Kenneth Kimemia Kamau v Republic [2018] KEHC 4516 (KLR) | Sentencing Principles | Esheria

Kenneth Kimemia Kamau v Republic [2018] KEHC 4516 (KLR)

Full Case Text

REPUBLIC OF KENYA

IN THE HIGH COURT OF KENYA AT KERUGOYA

CRIMINAL APPEAL NO. 39 OF 2017

KENNETH KIMEMIA KAMAU....................................APPELLANT

V E R S U S

REPUBLIC.....................................................................RESPONDENT

(From original conviction and sentence in Criminal Case No. 167 of 2016 of the Senior Resident Magistrate’s Court at Gichugu).

JUDGMENT

The appellant Kenneth Kimemia Kamau was charged with the offence of grievous harm contrary to section 234 of the Penal Code before the Senior Resident Magistrate – Gichugu court in Criminal Case No. 167 of 2016.  After a full trial he was convicted and sentence to serve five years imprisonment.

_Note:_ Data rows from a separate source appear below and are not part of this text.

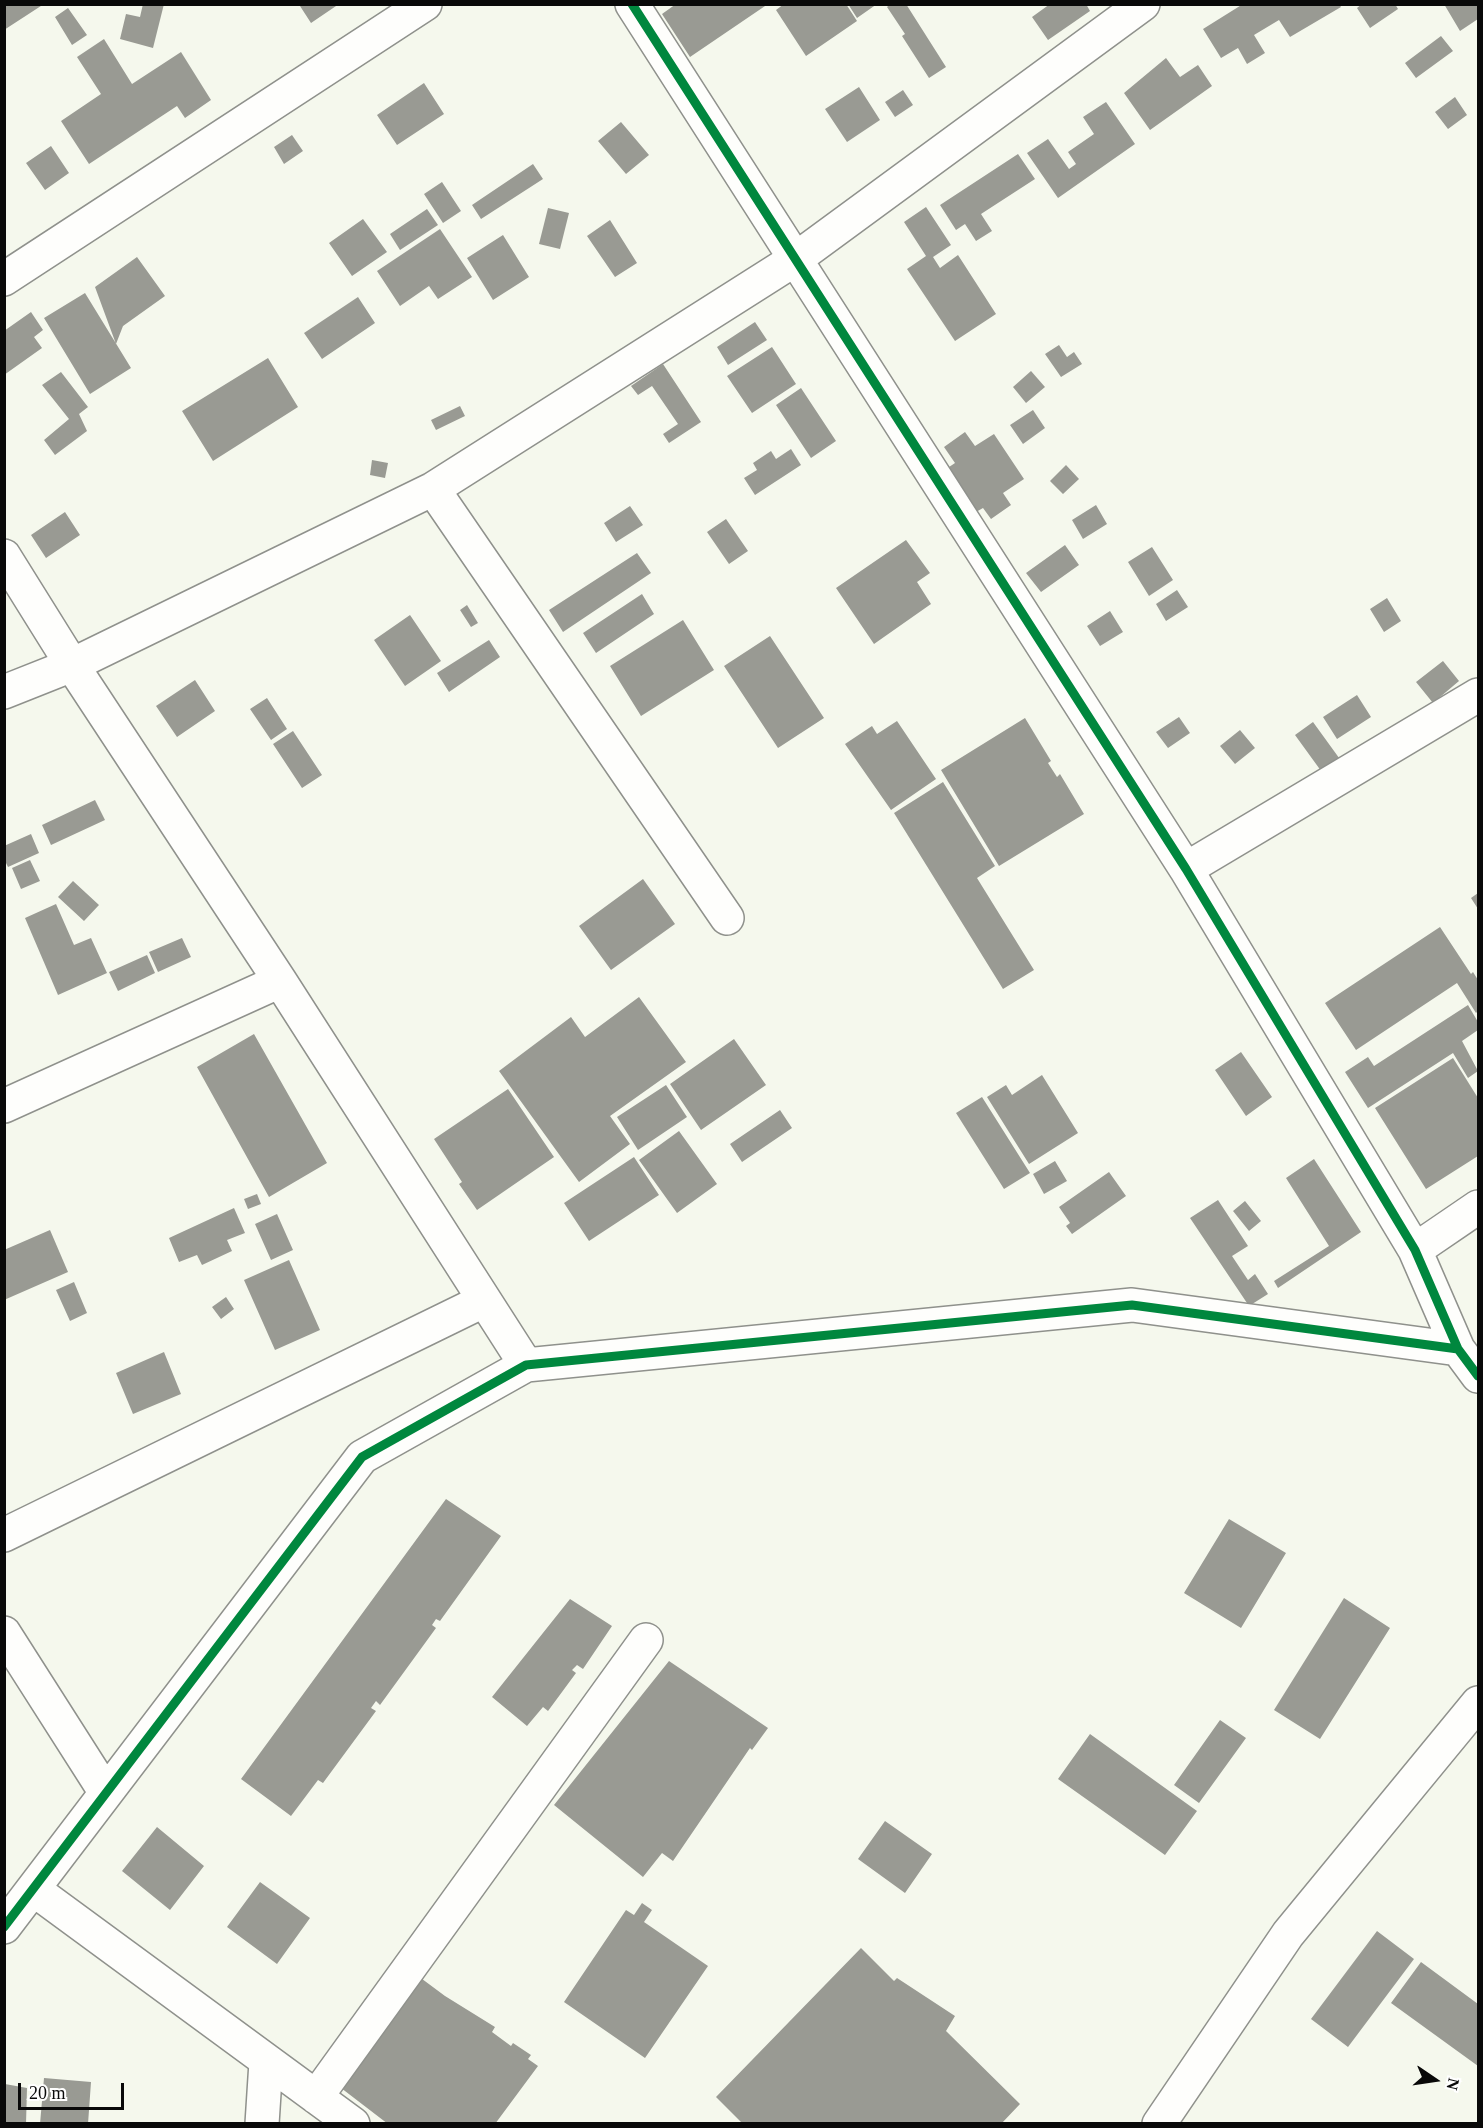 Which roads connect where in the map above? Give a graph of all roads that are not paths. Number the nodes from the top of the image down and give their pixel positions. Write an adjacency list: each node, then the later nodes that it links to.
1 (425, 4): 5 (street)
2 (632, 4): 4 (street)
3 (1143, 4): 4 (street)
4 (797, 258): 6 (street); 11 (street)
5 (4, 279)
6 (434, 489): 8 (street); 12 (street)
7 (4, 556): 8 (street)
8 (72, 665): 9 (street); 13 (street)
9 (4, 692)
10 (1479, 695): 11 (street)
11 (1186, 869): 16 (street)
12 (727, 918)
13 (280, 981): 14 (street); 17 (street)
14 (4, 1106)
15 (1479, 1207): 16 (street)
16 (1415, 1250): 18 (street)
17 (483, 1301): 19 (street); 21 (street)
18 (1458, 1349): 19 (street); 20 (street)
19 (526, 1365): 25 (street)
20 (1479, 1376)
21 (4, 1535)
22 (4, 1633): 25 (street)
23 (646, 1640): 29 (street)
24 (1479, 1703): 32 (street)
25 (106, 1793): 26 (street)
26 (33, 1889): 27 (street); 28 (street)
27 (4, 1927)
28 (266, 2062): 29 (street); 30 (street)
29 (316, 2097): 31 (street)
30 (262, 2124)
31 (353, 2124)
32 (1159, 2124) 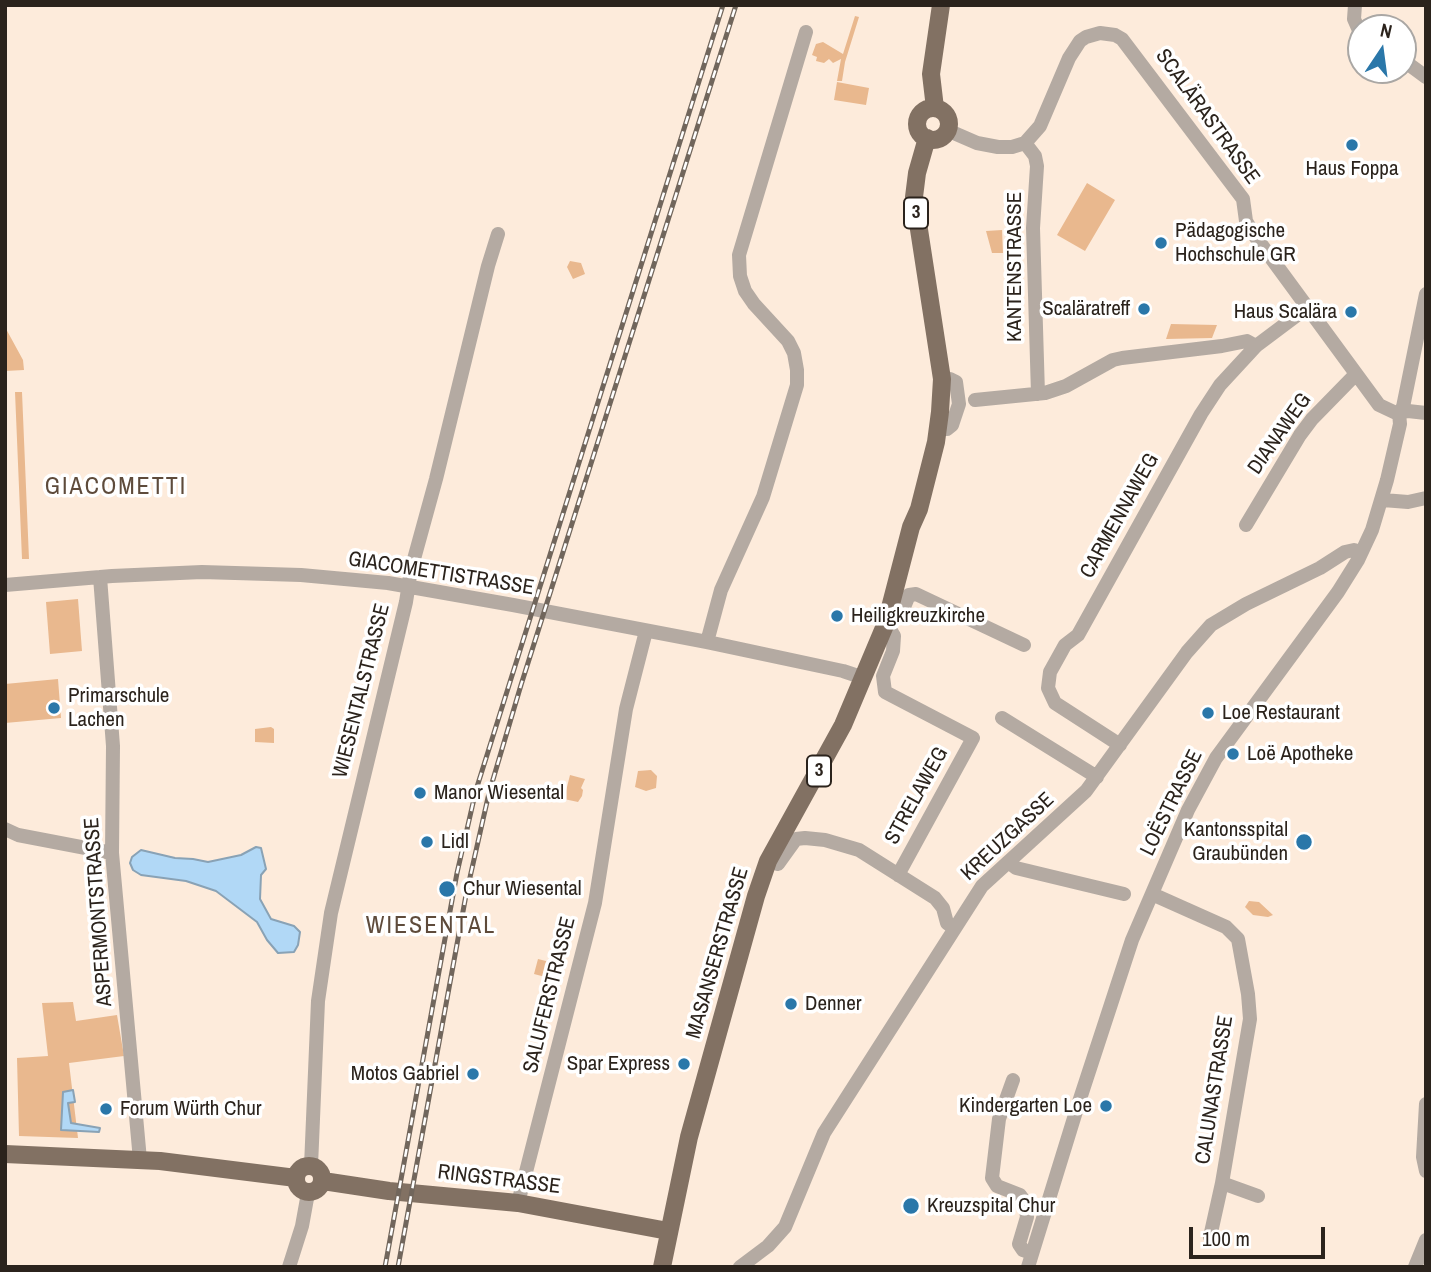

The appellant, lodged an appeal against both the conviction and sentence.  However when the appeal came up for hearing on 15/4/18, the appellant abandoned the appeal on conviction and argued the appeal on the sentence.

The appellant raised four grounds with regard to the appeal on sentence.  The first ground is that he is serving a five year sentence with no option of a fine.  That the charge calls for a less minimum sentence.  That the sentence will prevent him from getting higher education and employment as he is a student at Kirinyaga University College pursuing a Diploma Course in Certified Public Accounting.  He is also set to pursue  a Parallel Certificate course in Computer Applications.  That the prison custody is not conducive for learning.

The second ground is that he is a first offender and has never been involved in crime.  That he acted in self defence after a normal quarrel which resulted into a fight.  He pleads with the court for pardon and give him another chance.

The 3rd ground is that he is a family man.

That he has been in remand since May 2017 and has spent time in the dispensary.  He has become born again and learnt Christian values and is now a new being ready to be re-integrated in the community.

The state through the State counsel Mr. Obiri submitted that the appellant was convicted of a serious offence which attracts a sentence of life imprisonment.  The complainant lost one tooth. The sentence imposed was quite lenient. That the appellant is not remorseful as he says he acted in self defence.  That the situation he finds himself in is not unique to him.  That the duties he is undertaking in prison show he is undergoing correction.  He urged the Court not to disturb the sentence.

I have considered the appeal on sentence.  The law is well settled that an appellate court will only interfere with the sentence of the trial court if the court acted on wrong principles and failed to consider some relevant matters.  This is based on the principle that sentencing is the discretion of the trial court.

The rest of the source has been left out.